[Try it]:
Once the data has been read, print it back in full, exactly.
Start of Block
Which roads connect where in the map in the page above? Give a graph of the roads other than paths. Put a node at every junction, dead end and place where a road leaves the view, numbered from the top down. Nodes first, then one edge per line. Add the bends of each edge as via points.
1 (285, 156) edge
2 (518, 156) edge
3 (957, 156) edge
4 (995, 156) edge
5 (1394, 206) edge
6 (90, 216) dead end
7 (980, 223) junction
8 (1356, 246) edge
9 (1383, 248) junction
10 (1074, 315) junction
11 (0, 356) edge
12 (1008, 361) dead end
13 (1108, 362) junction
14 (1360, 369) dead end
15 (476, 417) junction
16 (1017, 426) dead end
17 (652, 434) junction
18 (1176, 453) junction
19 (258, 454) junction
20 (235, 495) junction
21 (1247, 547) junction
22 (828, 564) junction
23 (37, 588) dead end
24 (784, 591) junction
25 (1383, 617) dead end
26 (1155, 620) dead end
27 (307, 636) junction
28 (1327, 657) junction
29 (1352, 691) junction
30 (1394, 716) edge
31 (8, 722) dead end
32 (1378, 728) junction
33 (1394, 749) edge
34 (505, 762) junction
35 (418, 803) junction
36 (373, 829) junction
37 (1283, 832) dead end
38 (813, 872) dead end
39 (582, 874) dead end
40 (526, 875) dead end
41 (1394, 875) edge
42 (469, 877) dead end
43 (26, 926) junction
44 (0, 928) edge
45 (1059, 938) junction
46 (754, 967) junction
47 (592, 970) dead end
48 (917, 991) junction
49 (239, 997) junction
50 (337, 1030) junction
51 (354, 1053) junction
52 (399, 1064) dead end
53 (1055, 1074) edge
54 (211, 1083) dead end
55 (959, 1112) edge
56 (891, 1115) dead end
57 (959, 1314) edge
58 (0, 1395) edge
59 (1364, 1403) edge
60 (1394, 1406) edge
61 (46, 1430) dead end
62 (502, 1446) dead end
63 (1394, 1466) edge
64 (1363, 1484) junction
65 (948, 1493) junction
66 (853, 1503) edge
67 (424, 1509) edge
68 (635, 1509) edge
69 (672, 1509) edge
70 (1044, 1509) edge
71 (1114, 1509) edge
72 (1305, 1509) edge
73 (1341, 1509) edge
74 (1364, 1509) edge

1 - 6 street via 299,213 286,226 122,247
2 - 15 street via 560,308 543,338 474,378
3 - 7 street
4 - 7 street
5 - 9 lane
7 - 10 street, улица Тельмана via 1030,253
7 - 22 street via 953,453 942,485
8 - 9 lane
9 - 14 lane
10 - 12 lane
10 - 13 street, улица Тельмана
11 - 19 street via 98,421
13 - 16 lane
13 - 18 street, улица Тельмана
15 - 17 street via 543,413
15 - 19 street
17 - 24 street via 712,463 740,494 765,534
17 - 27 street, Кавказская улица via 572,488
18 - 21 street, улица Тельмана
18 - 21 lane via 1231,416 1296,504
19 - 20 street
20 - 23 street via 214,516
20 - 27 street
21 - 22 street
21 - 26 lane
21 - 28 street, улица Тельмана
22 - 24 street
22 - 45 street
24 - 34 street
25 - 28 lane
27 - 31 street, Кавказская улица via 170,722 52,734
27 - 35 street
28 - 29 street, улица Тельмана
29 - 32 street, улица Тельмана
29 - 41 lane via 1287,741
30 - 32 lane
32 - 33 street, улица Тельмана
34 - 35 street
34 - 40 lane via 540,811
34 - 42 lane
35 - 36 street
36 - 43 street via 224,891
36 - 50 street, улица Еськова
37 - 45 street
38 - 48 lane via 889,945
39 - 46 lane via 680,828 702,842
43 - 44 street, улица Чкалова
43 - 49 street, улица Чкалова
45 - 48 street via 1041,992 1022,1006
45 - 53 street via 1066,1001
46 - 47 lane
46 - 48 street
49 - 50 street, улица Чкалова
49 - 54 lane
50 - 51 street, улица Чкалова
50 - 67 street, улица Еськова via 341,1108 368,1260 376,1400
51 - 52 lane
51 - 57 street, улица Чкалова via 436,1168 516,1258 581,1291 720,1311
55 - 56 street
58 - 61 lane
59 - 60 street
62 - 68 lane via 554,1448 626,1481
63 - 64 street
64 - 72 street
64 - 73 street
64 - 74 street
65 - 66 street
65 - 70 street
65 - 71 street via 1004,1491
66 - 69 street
End of Block
[Completed task]:
Which roads connect where in the map in the page above? Give a graph of the roads other than paths. Put a node at every junction, dead end and place where a road leaves the view, numbered from the top down. Nodes first, then one edge per line. Add the bends of each edge as via points.
1 (285, 156) edge
2 (518, 156) edge
3 (957, 156) edge
4 (995, 156) edge
5 (1394, 206) edge
6 (90, 216) dead end
7 (980, 223) junction
8 (1356, 246) edge
9 (1383, 248) junction
10 (1074, 315) junction
11 (0, 356) edge
12 (1008, 361) dead end
13 (1108, 362) junction
14 (1360, 369) dead end
15 (476, 417) junction
16 (1017, 426) dead end
17 (652, 434) junction
18 (1176, 453) junction
19 (258, 454) junction
20 (235, 495) junction
21 (1247, 547) junction
22 (828, 564) junction
23 (37, 588) dead end
24 (784, 591) junction
25 (1383, 617) dead end
26 (1155, 620) dead end
27 (307, 636) junction
28 (1327, 657) junction
29 (1352, 691) junction
30 (1394, 716) edge
31 (8, 722) dead end
32 (1378, 728) junction
33 (1394, 749) edge
34 (505, 762) junction
35 (418, 803) junction
36 (373, 829) junction
37 (1283, 832) dead end
38 (813, 872) dead end
39 (582, 874) dead end
40 (526, 875) dead end
41 (1394, 875) edge
42 (469, 877) dead end
43 (26, 926) junction
44 (0, 928) edge
45 (1059, 938) junction
46 (754, 967) junction
47 (592, 970) dead end
48 (917, 991) junction
49 (239, 997) junction
50 (337, 1030) junction
51 (354, 1053) junction
52 (399, 1064) dead end
53 (1055, 1074) edge
54 (211, 1083) dead end
55 (959, 1112) edge
56 (891, 1115) dead end
57 (959, 1314) edge
58 (0, 1395) edge
59 (1364, 1403) edge
60 (1394, 1406) edge
61 (46, 1430) dead end
62 (502, 1446) dead end
63 (1394, 1466) edge
64 (1363, 1484) junction
65 (948, 1493) junction
66 (853, 1503) edge
67 (424, 1509) edge
68 (635, 1509) edge
69 (672, 1509) edge
70 (1044, 1509) edge
71 (1114, 1509) edge
72 (1305, 1509) edge
73 (1341, 1509) edge
74 (1364, 1509) edge

1 - 6 street via 299,213 286,226 122,247
2 - 15 street via 560,308 543,338 474,378
3 - 7 street
4 - 7 street
5 - 9 lane
7 - 10 street, улица Тельмана via 1030,253
7 - 22 street via 953,453 942,485
8 - 9 lane
9 - 14 lane
10 - 12 lane
10 - 13 street, улица Тельмана
11 - 19 street via 98,421
13 - 16 lane
13 - 18 street, улица Тельмана
15 - 17 street via 543,413
15 - 19 street
17 - 24 street via 712,463 740,494 765,534
17 - 27 street, Кавказская улица via 572,488
18 - 21 street, улица Тельмана
18 - 21 lane via 1231,416 1296,504
19 - 20 street
20 - 23 street via 214,516
20 - 27 street
21 - 22 street
21 - 26 lane
21 - 28 street, улица Тельмана
22 - 24 street
22 - 45 street
24 - 34 street
25 - 28 lane
27 - 31 street, Кавказская улица via 170,722 52,734
27 - 35 street
28 - 29 street, улица Тельмана
29 - 32 street, улица Тельмана
29 - 41 lane via 1287,741
30 - 32 lane
32 - 33 street, улица Тельмана
34 - 35 street
34 - 40 lane via 540,811
34 - 42 lane
35 - 36 street
36 - 43 street via 224,891
36 - 50 street, улица Еськова
37 - 45 street
38 - 48 lane via 889,945
39 - 46 lane via 680,828 702,842
43 - 44 street, улица Чкалова
43 - 49 street, улица Чкалова
45 - 48 street via 1041,992 1022,1006
45 - 53 street via 1066,1001
46 - 47 lane
46 - 48 street
49 - 50 street, улица Чкалова
49 - 54 lane
50 - 51 street, улица Чкалова
50 - 67 street, улица Еськова via 341,1108 368,1260 376,1400
51 - 52 lane
51 - 57 street, улица Чкалова via 436,1168 516,1258 581,1291 720,1311
55 - 56 street
58 - 61 lane
59 - 60 street
62 - 68 lane via 554,1448 626,1481
63 - 64 street
64 - 72 street
64 - 73 street
64 - 74 street
65 - 66 street
65 - 70 street
65 - 71 street via 1004,1491
66 - 69 street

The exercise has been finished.